Helen’s session is comprehensive and realistic, involving participants in creating their own PR stories, advance information sheets and finding what works for you. By the end of this workshop, you’ll take away concrete ideas and immediately applicable techniques to help you find your readers. This session will cover:

  • Publicity Masterclass #1 (What you need)
  • Publicity Masterclass #2 (What you can do)
  •  How to write your own Advance Information Sheet
  • What makes your author story and/or your book appealing to the press?
  • Building your author platform (offline)
  • Social media health-check
  • Q&A

BOOK Helen’s workshop online HERE

**

Around the region …

Geneva Writers’ Conference

The 10th Geneva Writers’ ConferenceMarch 18-20, will welcome over two hundred writers from around the world to a weekend of workshops, panels, readings and networking, led by well-known authors, agents, editors, and publishers, to be held at Webster University, Bellevue, Switzerland. The instructors—Carmen Bugan, Tessa Hadley, Ann Hood, Liz Jensen, Shaun McCarthy, Frederick Reiken, Andrea Stuart, Susan Tiberghien, Wallis Wilde Menozzi—are all widely published writers and experienced teachers, committed to sharing their knowledge and perspectives on writing as both an art and a profession.  The conference is organised by the Geneva Writers’ Group. For more information visit www.genevawritersgroup.org or register at genevawritersconference2016.sched.org.

French Writers’ Retreat

One of the most elusive things for writers can be finding the time and space to write. L’Atelier Writers Retreat and Workshop seeks to provide a balance of solitary space for writing, engaging seminars on craft, critique sessions with peers and instructors, and invigorating social connection. The workshop is intentionally kept small welcoming 15 writers each year. The next retreat will be held June 5-10, 2016 in Villeferry, France. (Check-out is the morning of Saturday, June 11th.) www.latelierwriters.org

Writers on Board (Zürich)

Once more, you can see the seasons pass by on the shallow hills outside, while you put inspiration to paper (or machine memory) and talk about the writing life.

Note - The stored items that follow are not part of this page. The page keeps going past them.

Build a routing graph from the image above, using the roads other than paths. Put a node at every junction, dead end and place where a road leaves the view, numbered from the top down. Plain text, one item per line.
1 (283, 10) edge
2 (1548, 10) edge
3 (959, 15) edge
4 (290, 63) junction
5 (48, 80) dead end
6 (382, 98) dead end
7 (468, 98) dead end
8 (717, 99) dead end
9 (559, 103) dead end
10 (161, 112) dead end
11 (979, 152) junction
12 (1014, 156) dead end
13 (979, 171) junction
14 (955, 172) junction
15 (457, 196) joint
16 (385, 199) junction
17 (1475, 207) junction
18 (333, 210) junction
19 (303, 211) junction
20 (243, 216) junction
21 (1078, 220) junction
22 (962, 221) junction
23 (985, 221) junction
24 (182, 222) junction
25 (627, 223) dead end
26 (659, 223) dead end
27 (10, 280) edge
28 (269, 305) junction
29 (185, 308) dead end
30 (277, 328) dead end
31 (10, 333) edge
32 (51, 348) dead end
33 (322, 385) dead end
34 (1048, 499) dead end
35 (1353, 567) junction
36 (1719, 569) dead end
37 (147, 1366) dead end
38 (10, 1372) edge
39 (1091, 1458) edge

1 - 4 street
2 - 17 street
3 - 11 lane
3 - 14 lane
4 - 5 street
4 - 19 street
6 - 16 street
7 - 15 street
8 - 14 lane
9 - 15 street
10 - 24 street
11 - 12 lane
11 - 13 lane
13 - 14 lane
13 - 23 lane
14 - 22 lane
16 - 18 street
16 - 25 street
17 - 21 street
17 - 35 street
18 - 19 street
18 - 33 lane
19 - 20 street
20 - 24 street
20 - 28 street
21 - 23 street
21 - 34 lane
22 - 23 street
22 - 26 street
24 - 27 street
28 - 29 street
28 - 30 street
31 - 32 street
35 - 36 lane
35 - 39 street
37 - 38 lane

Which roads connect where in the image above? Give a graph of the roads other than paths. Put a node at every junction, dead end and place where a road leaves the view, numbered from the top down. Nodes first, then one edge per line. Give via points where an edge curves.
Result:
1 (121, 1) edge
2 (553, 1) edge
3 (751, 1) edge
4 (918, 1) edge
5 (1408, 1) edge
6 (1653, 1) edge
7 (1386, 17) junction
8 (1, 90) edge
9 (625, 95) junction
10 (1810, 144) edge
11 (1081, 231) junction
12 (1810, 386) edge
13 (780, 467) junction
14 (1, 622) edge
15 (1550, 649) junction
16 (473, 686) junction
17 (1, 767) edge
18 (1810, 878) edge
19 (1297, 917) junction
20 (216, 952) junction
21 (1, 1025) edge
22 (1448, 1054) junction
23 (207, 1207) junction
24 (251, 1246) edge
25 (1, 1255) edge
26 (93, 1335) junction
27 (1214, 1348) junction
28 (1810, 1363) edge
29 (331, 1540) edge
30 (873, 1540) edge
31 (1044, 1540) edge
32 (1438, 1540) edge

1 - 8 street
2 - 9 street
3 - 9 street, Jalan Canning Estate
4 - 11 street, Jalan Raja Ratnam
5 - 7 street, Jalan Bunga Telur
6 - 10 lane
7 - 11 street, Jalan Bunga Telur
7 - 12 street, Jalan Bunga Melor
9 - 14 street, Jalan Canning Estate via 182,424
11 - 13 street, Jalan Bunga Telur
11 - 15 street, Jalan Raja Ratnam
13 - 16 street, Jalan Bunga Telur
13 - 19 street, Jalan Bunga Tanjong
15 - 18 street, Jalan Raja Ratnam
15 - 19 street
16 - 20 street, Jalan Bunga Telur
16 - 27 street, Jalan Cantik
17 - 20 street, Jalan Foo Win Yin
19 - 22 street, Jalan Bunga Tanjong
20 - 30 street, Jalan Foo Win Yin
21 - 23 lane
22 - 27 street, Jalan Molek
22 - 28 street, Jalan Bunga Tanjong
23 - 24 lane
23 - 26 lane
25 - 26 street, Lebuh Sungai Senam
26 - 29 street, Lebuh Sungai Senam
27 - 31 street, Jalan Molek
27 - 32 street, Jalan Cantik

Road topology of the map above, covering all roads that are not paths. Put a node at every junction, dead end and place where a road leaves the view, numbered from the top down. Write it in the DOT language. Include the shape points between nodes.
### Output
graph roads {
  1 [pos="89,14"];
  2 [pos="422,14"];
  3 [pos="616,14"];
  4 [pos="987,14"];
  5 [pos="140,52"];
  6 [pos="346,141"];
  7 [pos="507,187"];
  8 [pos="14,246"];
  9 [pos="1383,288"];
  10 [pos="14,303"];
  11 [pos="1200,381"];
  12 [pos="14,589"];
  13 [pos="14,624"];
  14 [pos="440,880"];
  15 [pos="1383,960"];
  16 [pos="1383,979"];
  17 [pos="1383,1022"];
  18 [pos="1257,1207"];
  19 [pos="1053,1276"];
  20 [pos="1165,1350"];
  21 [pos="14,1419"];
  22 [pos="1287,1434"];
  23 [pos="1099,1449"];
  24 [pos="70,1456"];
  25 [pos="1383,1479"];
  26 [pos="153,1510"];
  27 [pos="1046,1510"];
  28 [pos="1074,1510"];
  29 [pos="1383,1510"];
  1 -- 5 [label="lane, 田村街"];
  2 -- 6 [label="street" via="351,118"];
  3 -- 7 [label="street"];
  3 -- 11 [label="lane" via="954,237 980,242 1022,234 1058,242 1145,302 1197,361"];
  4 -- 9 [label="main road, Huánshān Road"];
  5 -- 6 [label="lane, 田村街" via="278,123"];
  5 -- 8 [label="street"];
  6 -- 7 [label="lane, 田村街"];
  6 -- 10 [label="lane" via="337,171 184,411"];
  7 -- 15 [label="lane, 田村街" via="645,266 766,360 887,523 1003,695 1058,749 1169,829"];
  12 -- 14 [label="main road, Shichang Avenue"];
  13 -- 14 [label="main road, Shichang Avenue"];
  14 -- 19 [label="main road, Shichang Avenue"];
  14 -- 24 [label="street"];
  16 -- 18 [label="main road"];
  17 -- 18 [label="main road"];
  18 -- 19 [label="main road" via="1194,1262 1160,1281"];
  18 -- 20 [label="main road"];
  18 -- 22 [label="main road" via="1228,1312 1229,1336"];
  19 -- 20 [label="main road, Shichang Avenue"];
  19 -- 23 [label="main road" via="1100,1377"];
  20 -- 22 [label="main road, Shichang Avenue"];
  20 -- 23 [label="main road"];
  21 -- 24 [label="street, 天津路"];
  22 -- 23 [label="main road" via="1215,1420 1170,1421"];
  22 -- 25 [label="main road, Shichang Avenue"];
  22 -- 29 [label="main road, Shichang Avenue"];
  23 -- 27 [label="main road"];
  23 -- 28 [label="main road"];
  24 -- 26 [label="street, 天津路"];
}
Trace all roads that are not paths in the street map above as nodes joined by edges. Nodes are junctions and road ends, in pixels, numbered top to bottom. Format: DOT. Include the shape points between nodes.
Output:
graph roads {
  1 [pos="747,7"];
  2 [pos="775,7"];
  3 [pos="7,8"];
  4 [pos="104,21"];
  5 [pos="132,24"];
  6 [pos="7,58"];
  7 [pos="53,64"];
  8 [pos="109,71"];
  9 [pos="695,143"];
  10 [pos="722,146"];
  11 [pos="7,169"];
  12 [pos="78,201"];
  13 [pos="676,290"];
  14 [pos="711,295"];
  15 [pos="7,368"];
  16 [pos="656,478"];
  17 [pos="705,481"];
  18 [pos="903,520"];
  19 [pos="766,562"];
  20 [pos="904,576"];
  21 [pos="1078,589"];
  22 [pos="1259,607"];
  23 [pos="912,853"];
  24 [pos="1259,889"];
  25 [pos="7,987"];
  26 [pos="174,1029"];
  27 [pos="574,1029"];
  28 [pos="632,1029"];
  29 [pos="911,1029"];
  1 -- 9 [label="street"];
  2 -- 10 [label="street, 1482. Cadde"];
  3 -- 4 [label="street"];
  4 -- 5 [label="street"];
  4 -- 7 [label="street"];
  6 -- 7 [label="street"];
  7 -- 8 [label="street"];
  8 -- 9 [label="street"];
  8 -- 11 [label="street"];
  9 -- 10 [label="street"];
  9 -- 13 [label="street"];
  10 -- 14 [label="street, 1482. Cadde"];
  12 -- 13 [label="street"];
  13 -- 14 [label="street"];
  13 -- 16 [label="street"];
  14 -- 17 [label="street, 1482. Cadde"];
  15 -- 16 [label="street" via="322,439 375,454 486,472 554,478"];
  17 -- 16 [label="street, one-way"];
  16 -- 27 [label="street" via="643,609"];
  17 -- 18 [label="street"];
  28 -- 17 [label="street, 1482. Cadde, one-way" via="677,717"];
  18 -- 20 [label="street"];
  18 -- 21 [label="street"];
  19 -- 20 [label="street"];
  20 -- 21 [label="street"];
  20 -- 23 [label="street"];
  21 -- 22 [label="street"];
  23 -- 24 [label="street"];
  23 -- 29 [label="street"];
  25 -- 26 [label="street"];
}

This year’s sessions are: Sundays 20th March, 17th April, 22nd May, 19th June, 17th July, 21st August, 25th September, 23rd October, 20th November, and 18th December.

Writers on Board meet at 13:15 at Bürkliplatz next to the departure screen. We take the big round trip departing 13:30 to Rapperswil and will be back in Zürich by 17:25. We write individually on the way up and talk (in English) on the way back. For convenience we treat ourselves to first class. The most economic ticket is the ZVV 9 Uhr pass. Apart from pen and paper or notebook, please bring a little money to buy your own beverages.     —Sarah Buchmann

Authors in Town! (Zürich)

All kinds of interesting people popping up at Kaufleuten, including Pussy Riot founder member Nadja Tolokonnikowa, Yann Martel, Garth Risk Hallberg, William Boyd and Viv Albertine. kaufleuten.ch/events/kultur/

Check out the Literaturhaus programme for more interesting authors and literary events. www.literaturhaus.ch/literaturhaus/programm

Calling Poets

Are any Woolf readers writers of poetry? And possibly interested in publishing an anthology? If so, contact Jill via the Editorial page.

Character Agency (SCBWI Switzerland Webinar)

What is agency and why does your character need it?

Merriam-Webster says agency is the capacity, condition, or state of acting or of exerting power.

What can you do to ensure you are writing characters with agency, and what if you’ve finished a project and think your character needs to demonstrate more agency in your story?

Join SCBWI (The Society of Children’s Book Writers and Illustrators) on 22 March, 2016 for a webinar with Bridget Smith, Literary Agent with Dunham Literary, Inc. to answer these questions and more.

In addition to the webinar, a limited number of critique opportunities will be offered. Bridget will look at 5 pages from your manuscript, as well as a 1-2 page synopsis, and give you feedback on your character’s agency in the story.